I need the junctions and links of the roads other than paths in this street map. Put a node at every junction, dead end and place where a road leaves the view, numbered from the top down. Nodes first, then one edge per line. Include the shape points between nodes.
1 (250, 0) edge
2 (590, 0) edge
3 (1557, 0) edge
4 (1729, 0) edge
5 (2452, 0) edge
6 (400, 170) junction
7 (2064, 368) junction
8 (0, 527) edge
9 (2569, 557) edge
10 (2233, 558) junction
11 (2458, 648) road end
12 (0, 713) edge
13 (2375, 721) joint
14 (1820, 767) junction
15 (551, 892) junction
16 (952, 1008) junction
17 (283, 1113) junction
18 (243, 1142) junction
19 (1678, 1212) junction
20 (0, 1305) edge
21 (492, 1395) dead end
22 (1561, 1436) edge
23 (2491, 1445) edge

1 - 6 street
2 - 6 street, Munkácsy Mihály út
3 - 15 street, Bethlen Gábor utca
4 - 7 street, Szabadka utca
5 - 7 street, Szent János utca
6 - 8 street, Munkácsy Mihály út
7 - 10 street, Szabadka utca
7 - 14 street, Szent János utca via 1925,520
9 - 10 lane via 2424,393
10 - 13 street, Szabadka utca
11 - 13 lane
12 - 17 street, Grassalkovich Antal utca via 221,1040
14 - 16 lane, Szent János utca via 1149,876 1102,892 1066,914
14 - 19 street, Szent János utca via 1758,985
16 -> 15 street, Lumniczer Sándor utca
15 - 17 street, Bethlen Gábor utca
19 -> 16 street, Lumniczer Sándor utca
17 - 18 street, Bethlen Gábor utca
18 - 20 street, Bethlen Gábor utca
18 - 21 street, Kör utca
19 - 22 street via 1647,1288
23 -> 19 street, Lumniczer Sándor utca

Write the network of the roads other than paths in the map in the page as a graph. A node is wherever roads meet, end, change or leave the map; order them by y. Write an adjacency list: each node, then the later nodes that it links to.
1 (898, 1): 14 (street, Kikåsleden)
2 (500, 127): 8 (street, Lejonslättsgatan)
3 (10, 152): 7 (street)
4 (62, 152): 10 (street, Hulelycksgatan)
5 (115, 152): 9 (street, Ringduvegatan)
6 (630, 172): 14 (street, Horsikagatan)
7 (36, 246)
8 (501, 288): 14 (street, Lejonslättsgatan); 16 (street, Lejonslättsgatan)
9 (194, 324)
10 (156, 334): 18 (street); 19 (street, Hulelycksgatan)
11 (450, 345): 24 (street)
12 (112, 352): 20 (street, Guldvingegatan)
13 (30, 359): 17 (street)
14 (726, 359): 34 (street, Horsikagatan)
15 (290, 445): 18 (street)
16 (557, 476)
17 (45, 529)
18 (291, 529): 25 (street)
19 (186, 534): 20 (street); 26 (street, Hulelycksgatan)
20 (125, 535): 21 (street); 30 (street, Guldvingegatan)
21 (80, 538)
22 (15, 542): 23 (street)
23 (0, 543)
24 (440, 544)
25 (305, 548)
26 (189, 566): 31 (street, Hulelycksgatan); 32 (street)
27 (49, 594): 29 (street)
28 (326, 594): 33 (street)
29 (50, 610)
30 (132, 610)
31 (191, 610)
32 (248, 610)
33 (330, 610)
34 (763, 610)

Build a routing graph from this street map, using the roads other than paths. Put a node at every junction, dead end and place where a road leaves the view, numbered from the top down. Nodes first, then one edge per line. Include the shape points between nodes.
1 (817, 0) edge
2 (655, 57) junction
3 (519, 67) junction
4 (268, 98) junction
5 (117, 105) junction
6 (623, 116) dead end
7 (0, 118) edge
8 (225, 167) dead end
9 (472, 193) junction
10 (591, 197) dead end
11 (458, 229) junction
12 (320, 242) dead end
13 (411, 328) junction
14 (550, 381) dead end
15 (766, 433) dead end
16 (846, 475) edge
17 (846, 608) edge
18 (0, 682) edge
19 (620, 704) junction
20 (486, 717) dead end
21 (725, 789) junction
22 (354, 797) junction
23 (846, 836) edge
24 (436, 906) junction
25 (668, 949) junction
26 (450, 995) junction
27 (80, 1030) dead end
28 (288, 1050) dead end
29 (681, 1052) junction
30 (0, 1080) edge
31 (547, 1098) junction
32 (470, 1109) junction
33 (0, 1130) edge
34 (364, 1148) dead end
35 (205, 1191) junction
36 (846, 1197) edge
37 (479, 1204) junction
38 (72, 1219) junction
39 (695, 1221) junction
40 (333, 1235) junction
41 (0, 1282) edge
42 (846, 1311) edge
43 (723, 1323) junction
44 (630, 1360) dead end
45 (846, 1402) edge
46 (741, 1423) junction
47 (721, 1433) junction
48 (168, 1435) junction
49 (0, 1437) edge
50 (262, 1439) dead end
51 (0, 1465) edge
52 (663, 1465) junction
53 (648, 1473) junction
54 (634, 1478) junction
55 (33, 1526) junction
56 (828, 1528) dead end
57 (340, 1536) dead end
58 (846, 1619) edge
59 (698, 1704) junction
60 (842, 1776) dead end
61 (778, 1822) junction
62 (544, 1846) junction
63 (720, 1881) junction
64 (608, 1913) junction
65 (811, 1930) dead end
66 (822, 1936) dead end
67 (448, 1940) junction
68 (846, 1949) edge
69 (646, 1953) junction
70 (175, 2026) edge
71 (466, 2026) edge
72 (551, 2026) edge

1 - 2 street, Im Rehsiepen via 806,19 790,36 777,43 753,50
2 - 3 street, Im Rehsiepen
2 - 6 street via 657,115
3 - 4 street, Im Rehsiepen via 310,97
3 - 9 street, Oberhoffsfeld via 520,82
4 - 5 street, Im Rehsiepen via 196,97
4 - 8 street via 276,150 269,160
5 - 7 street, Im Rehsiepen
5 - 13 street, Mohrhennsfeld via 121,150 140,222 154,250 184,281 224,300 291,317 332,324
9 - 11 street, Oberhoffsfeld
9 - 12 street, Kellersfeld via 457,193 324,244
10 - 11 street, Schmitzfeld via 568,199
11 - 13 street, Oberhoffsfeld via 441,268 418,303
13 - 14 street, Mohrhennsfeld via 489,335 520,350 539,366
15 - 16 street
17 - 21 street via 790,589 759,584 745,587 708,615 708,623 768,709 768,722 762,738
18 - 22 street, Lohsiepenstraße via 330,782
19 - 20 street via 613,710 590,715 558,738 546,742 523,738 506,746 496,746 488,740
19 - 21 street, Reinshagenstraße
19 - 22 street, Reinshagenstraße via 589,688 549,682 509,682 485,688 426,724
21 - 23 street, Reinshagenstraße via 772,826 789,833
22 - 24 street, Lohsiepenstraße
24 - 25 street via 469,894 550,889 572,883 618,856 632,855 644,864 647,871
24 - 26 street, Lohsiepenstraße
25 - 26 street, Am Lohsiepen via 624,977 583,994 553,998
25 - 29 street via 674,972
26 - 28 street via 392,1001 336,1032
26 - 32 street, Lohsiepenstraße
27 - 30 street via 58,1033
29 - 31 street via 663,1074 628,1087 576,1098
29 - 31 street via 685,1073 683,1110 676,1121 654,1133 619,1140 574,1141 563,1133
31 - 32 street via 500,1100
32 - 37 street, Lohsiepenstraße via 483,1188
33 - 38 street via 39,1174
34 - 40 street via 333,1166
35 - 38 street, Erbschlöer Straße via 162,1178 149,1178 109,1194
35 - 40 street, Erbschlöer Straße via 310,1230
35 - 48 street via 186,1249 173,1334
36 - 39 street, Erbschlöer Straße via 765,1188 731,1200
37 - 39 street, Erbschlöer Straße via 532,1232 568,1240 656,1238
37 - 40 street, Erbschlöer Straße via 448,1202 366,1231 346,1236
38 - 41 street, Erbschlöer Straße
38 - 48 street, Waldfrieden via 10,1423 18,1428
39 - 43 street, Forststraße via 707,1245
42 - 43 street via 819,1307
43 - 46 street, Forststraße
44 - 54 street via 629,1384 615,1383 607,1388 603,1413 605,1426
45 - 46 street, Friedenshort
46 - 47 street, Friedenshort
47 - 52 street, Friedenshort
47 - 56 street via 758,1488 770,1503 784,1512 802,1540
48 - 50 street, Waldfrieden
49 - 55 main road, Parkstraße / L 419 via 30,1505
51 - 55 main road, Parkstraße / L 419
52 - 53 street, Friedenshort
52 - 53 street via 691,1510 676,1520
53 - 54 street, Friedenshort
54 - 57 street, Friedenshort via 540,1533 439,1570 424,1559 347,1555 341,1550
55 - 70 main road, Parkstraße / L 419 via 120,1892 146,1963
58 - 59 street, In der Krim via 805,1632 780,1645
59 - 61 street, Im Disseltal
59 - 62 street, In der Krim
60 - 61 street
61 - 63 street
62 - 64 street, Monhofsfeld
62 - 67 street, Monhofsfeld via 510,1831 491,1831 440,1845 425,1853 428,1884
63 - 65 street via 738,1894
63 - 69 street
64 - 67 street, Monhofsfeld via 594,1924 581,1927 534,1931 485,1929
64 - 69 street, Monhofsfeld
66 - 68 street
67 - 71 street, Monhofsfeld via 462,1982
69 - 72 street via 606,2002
- - -
For every line in the listing above that contains "Waldfrieden", copy that line.

• _TASK RESULT_:
38 - 48 street, Waldfrieden via 10,1423 18,1428
48 - 50 street, Waldfrieden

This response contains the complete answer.